Mrs Badenoch addressed much of her speech to Labour MPs. Her basic line was that the Prime Minister doesn’t care about them and unless they want to spend posterity in the ‘enablers of the nonce-adjacent’ subsection of Wikipedia, then they should vote against the government, which was whipping them to save Sir Keir’s already crispy skin. ‘Why,’ she asked, ‘should Labour MPs ruin their reputations to save a man who has never shown loyalty to them?’
Lots of Labour MPs were outraged at the suggestion that they were somehow being forced to give their backing to a man who hates them. Whilst there are subspecies of moss which show more independence of thought than some Labour MPs, those who had turned up to speak in favour of Sir Keir wanted everyone to know that they were quite capable of humiliating themselves without being asked to do so, thank you very much. To be fair, most of the Prime Minister’s MPs hadn’t bothered to turn up at all, presumably finding out en masse at the last minute that they were washing their hair today.
Those who had still had bits of the barrel from whence they had been rigorously scraped attached to them. Starmerite loyalist and newly promoted Trade Envoy to Seoul, John Slinger, had come, showing signs of Koreaism. The MP for Macclesfield, Tim Roca, who gives the impression of being someone who, while no stranger to having his head flushed down a school lavatory, could really do with it happening just one last time, rose to speak. His intention was to tell the House about how this case was completely different to when Keir Starmer tried to do exactly the same thing, using exactly the same mechanism and with exactly the same intended result, to Boris Johnson.

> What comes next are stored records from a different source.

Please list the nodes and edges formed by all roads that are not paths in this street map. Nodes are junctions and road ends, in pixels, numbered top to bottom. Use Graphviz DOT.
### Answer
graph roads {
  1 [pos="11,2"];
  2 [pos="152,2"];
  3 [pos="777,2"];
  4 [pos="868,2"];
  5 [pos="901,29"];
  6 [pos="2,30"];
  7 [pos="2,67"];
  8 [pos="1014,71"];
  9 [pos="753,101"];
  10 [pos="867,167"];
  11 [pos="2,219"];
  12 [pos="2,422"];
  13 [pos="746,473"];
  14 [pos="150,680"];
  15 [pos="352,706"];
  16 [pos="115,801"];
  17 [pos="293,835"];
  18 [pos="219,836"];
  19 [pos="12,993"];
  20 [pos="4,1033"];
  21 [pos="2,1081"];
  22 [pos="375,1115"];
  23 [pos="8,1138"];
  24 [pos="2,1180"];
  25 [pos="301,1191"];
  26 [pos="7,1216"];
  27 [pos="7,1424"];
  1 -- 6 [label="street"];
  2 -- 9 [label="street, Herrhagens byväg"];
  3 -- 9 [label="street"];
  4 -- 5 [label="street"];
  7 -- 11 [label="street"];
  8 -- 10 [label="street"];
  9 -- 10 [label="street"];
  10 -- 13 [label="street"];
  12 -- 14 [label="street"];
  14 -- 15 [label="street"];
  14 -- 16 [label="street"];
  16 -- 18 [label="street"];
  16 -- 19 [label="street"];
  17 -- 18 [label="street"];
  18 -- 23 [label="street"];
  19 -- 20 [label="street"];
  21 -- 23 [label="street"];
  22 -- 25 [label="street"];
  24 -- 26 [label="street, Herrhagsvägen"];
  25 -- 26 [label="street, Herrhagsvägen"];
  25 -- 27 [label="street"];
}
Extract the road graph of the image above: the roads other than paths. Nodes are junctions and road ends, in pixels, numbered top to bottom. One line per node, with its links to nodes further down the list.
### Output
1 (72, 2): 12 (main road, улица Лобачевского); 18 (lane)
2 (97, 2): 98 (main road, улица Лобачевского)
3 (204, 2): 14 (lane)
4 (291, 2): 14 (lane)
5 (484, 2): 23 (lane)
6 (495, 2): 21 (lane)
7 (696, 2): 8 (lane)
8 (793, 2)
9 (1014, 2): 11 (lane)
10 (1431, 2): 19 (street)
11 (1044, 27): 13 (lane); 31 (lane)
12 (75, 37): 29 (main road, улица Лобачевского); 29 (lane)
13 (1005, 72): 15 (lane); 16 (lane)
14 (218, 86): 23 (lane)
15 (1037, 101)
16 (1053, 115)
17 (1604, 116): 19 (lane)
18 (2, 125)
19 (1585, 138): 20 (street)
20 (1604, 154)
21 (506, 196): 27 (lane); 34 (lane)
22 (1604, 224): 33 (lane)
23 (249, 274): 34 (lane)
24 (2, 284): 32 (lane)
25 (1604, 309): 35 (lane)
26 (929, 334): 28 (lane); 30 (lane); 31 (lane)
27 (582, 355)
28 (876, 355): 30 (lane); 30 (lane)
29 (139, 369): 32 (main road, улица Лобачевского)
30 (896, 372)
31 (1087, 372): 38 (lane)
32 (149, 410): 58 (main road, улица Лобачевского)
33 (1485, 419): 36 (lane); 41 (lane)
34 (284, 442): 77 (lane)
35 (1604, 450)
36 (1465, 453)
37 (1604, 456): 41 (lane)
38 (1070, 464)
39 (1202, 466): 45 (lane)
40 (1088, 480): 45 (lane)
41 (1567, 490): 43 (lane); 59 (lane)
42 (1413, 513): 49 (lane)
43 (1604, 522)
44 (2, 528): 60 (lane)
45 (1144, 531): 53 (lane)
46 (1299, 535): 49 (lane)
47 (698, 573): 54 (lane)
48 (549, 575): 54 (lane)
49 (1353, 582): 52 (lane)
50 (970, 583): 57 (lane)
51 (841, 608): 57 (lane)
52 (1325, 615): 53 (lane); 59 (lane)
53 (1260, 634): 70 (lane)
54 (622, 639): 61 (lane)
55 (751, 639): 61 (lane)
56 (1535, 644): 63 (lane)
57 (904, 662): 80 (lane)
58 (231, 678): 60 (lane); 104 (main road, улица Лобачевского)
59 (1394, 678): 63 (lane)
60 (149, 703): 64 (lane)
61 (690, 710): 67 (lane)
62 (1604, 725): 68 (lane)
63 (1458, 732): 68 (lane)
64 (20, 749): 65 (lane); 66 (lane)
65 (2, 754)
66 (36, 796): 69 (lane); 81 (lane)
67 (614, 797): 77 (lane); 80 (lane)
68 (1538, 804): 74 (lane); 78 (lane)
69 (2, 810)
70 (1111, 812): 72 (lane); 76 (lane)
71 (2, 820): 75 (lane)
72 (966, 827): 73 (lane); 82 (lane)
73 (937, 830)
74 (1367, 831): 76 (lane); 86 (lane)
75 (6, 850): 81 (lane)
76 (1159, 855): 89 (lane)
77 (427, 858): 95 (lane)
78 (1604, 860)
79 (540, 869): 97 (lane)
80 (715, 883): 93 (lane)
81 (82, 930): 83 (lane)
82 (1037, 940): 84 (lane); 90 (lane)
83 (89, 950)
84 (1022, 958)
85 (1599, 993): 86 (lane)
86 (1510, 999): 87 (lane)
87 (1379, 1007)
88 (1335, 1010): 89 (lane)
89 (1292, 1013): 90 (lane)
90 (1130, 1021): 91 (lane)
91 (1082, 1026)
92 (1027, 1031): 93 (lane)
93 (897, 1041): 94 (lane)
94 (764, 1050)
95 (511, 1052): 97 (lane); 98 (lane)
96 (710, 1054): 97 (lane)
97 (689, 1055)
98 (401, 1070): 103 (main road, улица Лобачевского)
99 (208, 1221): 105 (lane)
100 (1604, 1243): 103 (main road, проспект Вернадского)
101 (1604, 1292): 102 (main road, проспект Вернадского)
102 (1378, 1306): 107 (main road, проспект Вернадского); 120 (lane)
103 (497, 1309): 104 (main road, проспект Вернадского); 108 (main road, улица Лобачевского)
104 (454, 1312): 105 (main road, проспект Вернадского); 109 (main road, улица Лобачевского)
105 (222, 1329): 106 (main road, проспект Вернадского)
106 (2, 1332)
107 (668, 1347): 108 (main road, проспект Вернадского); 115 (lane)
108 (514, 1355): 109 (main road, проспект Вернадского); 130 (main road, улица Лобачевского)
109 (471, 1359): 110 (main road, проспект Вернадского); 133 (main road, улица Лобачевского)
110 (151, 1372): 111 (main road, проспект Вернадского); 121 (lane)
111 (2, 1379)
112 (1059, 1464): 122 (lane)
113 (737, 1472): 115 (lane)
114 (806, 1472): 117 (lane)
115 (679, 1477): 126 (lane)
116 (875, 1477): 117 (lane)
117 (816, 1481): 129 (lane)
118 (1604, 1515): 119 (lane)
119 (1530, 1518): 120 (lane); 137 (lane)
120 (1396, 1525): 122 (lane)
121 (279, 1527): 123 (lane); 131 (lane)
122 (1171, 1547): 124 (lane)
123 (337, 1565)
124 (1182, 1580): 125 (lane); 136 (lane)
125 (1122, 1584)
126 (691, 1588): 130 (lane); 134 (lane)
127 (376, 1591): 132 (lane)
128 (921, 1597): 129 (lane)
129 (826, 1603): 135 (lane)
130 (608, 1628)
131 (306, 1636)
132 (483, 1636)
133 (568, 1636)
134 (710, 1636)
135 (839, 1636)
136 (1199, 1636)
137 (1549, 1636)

‘This,’ he huffed, ‘is a party political stunt by the Conservative party.’ ‘Bingo!’ shouted Mrs Badenoch, who had clearly seen the list of risible set phrases the whips had sent out for backbenchers to include. Behind him, even members of his own party looked on incredulously at such a vapid attempt at defence. Only a brave few, including Emma Lewell, pledged to defy the PM and vote for him to be referred to the Privileges Committee.
We were also treated to a walking lesson in indignity by another Starmtrooper – Johanna Baxter. ‘Colleagues on these benches will know that I have my own mind and will express it.’ I’m not sure whether the MP for Paisley and Renfrewshire South realises that this will make people think considerably less of her than if she were being cajoled. It’s quite a state of indignity when people are actively willing you to be suffering from Stockholm syndrome, but that’s where we are with most Labour MPs.
The other opposition parties were just as coruscating as the Tories. Stephen Flynn, who does a good line in Old Testament prophet of doom, cast an intense eye over the Labour backbenchers and told them, ‘It will come back to bite them much sooner than they think.’ Next Thursday, I suspect. Chief flunky to the Prime Minister Darren Jones had once again been sent to tie up proceedings. He accused his opponents, and I am genuinely not making this up, of voting to refer his boss to the Privileges Committee ‘to distract from Labour’s mission for clean energy’.
Yet, for all the drama, there was one critical character missing. Sir Keir was back in the Starmerbunker, feeding Larry the Cat his last bowl of chow and preparing to hand things over to Admiral von Dönitz, sorry David Lammy. Who’d have thought that the man who spent all those years enthusing about standards in parliament would suddenly find that he couldn’t be there. He always has an alibi, and one or two to spare: at whatever time the deed took place – Sir Keir Starmer WASN’T THERE! Another masterclass in absence by our own bequiffed Macavity, the master barrister who can defy the law, the Napoleon of Spam!